Cette Anglaise discrète mais légendaire accepte même de chanter sur Rejoicing in the Hands (2004), le troisième disque de Devendra Banhart. Dans la foulée, en 2005, elle donne enfin une suite inespérée à son premier album culte (Just Another Diamond Day, 1970), et s’entoure pour l’occasion d’une ribambelle de musiciens de la nouvelle génération, dont Devendra. Cette collaboration se poursuit aujourd’hui sur Ma, le dixième lp de Devendra Banhart. Ce “beau bizarre”, comme dirait Christophe, a choisi ce titre parce qu’il signifie “maman” dans plusieurs langues et que la maternité en est le thème principal, au sens propre comme au sens figuré. “Vashti est à mes yeux l’archétype de la figure maternelle, explique le songwriter. Avant même de la connaître, sa musique était comme une mère pour moi. Sur ce nouvel album, j’évoque les relations parents-enfants, les messages que j’aurais envie de transmettre à mes propres enfants si j’en ai un jour, mais je voulais aussi rendre hommage au pouvoir nourricier de la musique et à ses qualités maternantes.”
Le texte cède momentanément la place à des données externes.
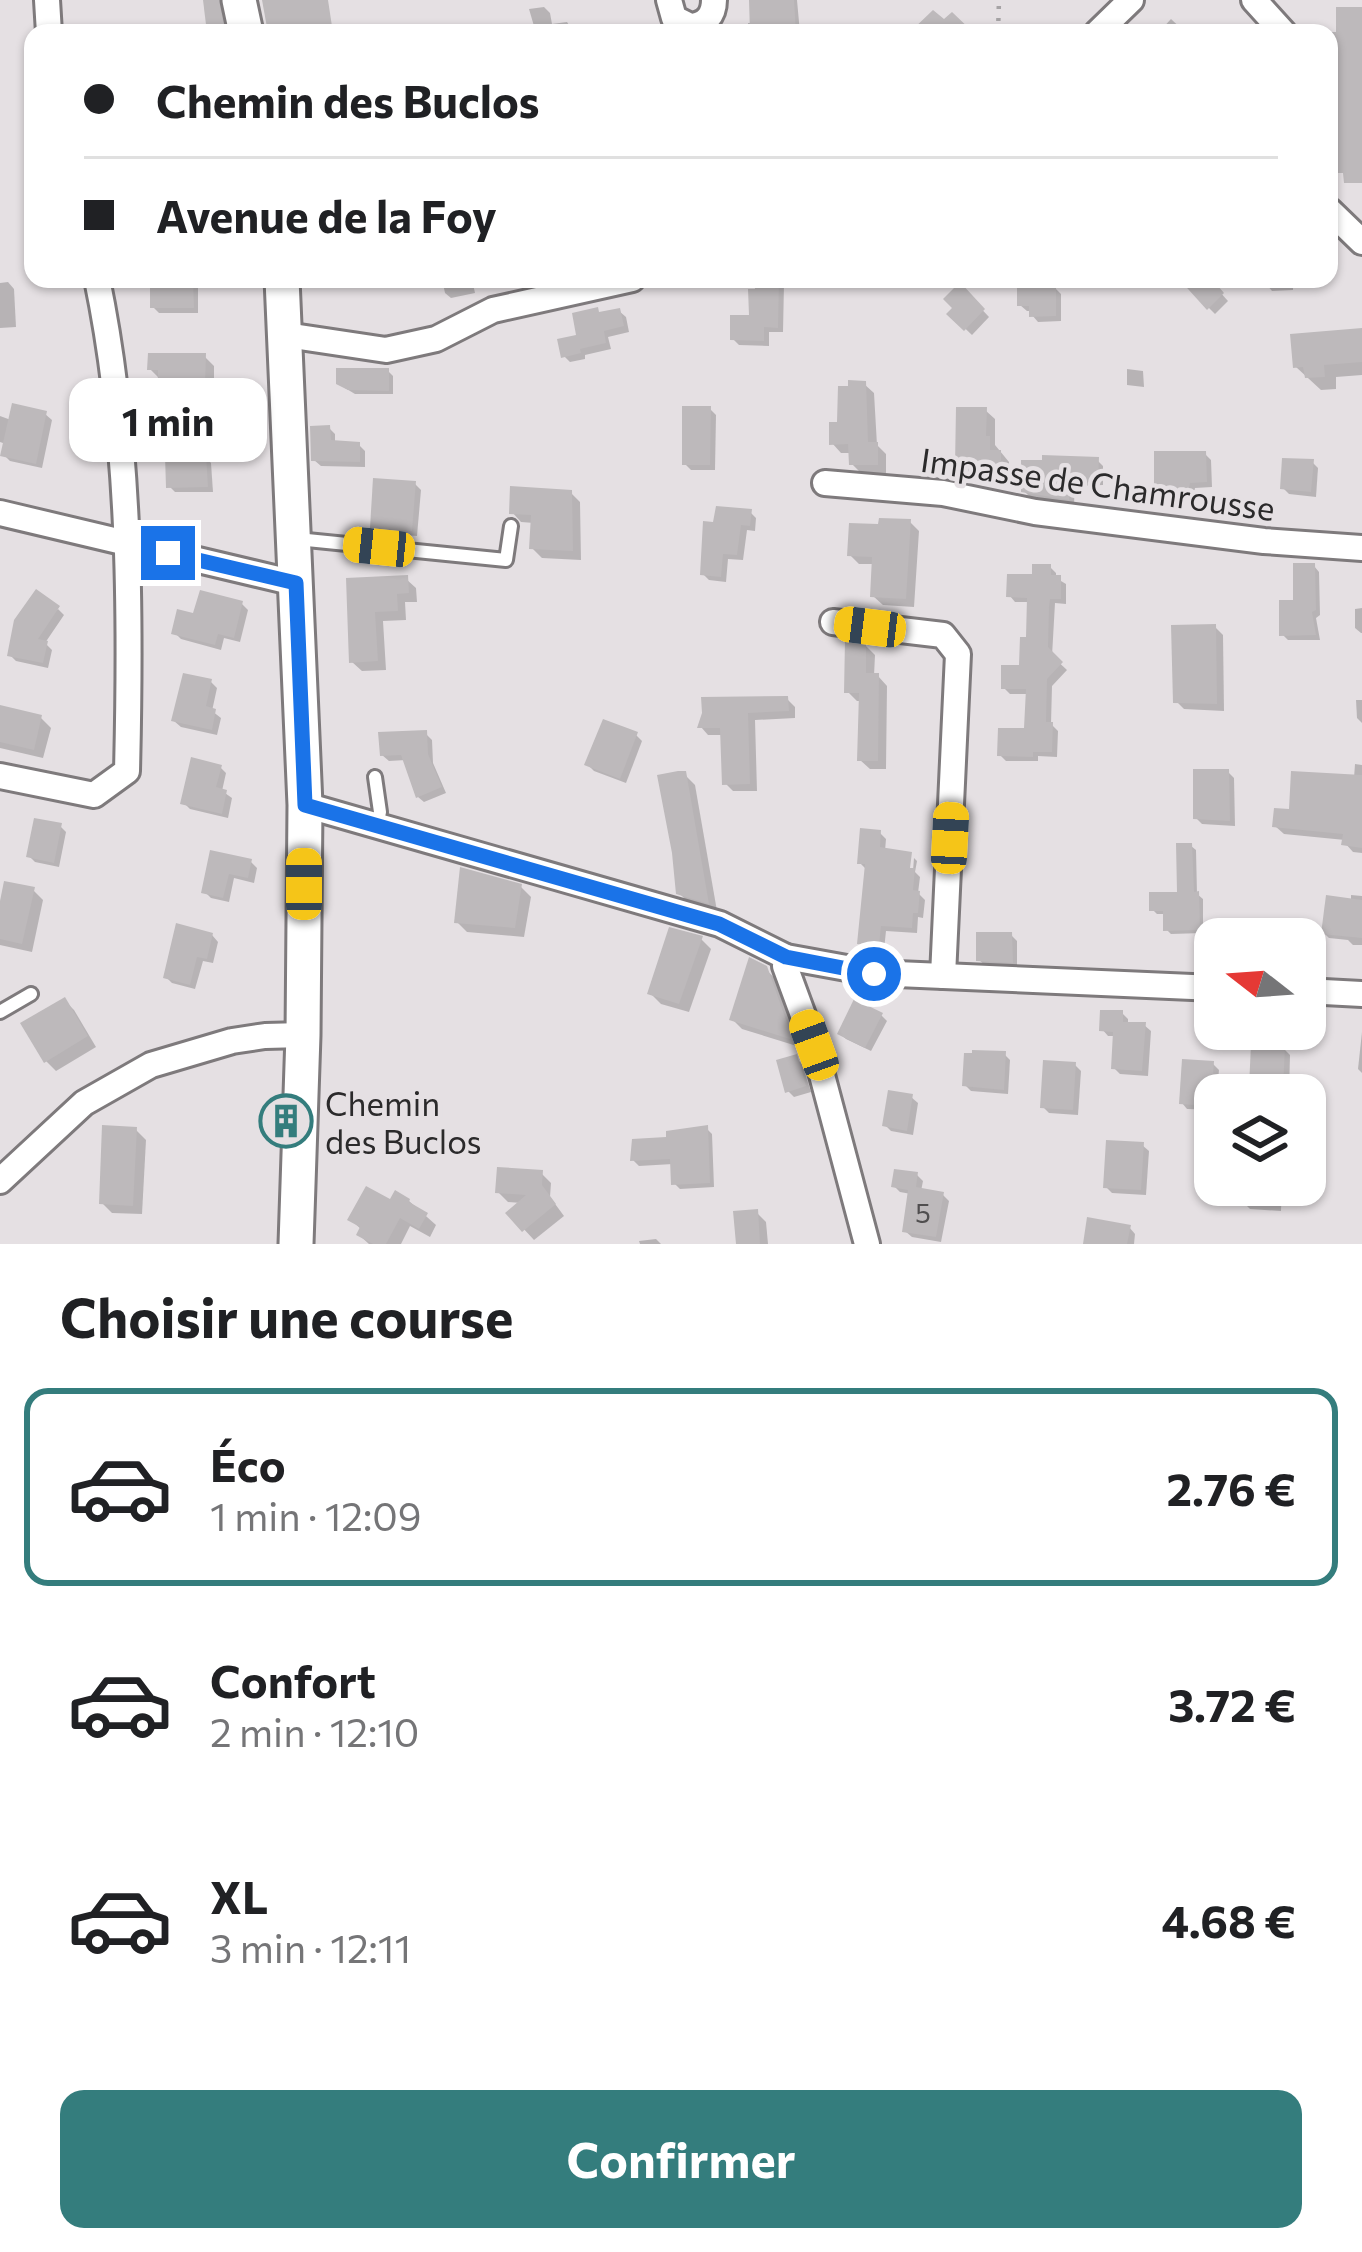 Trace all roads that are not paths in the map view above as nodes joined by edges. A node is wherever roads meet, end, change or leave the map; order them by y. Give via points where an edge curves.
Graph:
1 (1131, 0) edge
2 (1254, 0) edge
3 (1106, 24) edge
4 (1276, 24) edge
5 (1338, 219) edge
6 (1362, 242) edge
7 (98, 288) edge
8 (283, 288) edge
9 (592, 288) edge
10 (286, 335) junction
11 (825, 483) dead end
12 (0, 513) edge
13 (511, 526) dead end
14 (293, 538) junction
15 (125, 543) junction
16 (1362, 548) edge
17 (296, 583) junction
18 (833, 622) dead end
19 (0, 776) edge
20 (375, 777) dead end
21 (305, 805) junction
22 (377, 825) junction
23 (786, 957) junction
24 (943, 976) junction
25 (1194, 987) edge
26 (1326, 992) edge
27 (31, 994) dead end
28 (1362, 994) edge
29 (0, 1012) edge
30 (303, 1035) junction
31 (0, 1180) edge
32 (296, 1244) edge
33 (867, 1244) edge

1 - 3 street
2 - 4 street
5 - 6 street
7 - 15 street via 118,408
8 - 10 street
9 - 10 street via 493,310 436,339 386,350
10 - 14 street
11 - 16 street, Impasse de Chamrousse
12 - 15 street
13 - 14 lane via 506,560
14 - 17 street
15 - 17 street
15 - 19 street via 127,771 94,795
17 - 21 street
18 - 24 street via 943,635 958,654
20 - 22 lane
21 - 22 street
21 - 30 street
22 - 23 street via 719,924
23 - 24 street via 874,974
23 - 33 street
24 - 25 street
26 - 28 street
27 - 29 lane
30 - 31 street via 232,1041 151,1065 85,1103
30 - 32 street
Will I See You Tonight ?, leur doux duo, conclut Ma sur un splendide nuage de cordes et de piano. Cette ambiance, à la fois simple et sophistiquée, reflète bien le reste du disque, irrigué de soleil et de saudade. Un autre morceau évoque cette idée de musique nourricière : Carolina, qui renvoie à la chanson éponyme de Chico Buarque. “Dans les paroles, je raconte que j’ai envie d’écouter cette chanson. Je la recommande chaudement, notamment la version de Caetano Veloso. C’est très embarrassant car je ne sais pas parler portugais, et j’adorerais aussi savoir parler français.” Il glisse quelques mots de japonais sur le single Kantori Ongaku et d’espagnol sur l’apaisant Abre las manos. Cet album lui donne l’occasion de parler du Venezuela, le pays de sa propre mère, où réside toujours une partie de sa famille. Enfant, il a lui-même vécu une dizaine d’années à Caracas.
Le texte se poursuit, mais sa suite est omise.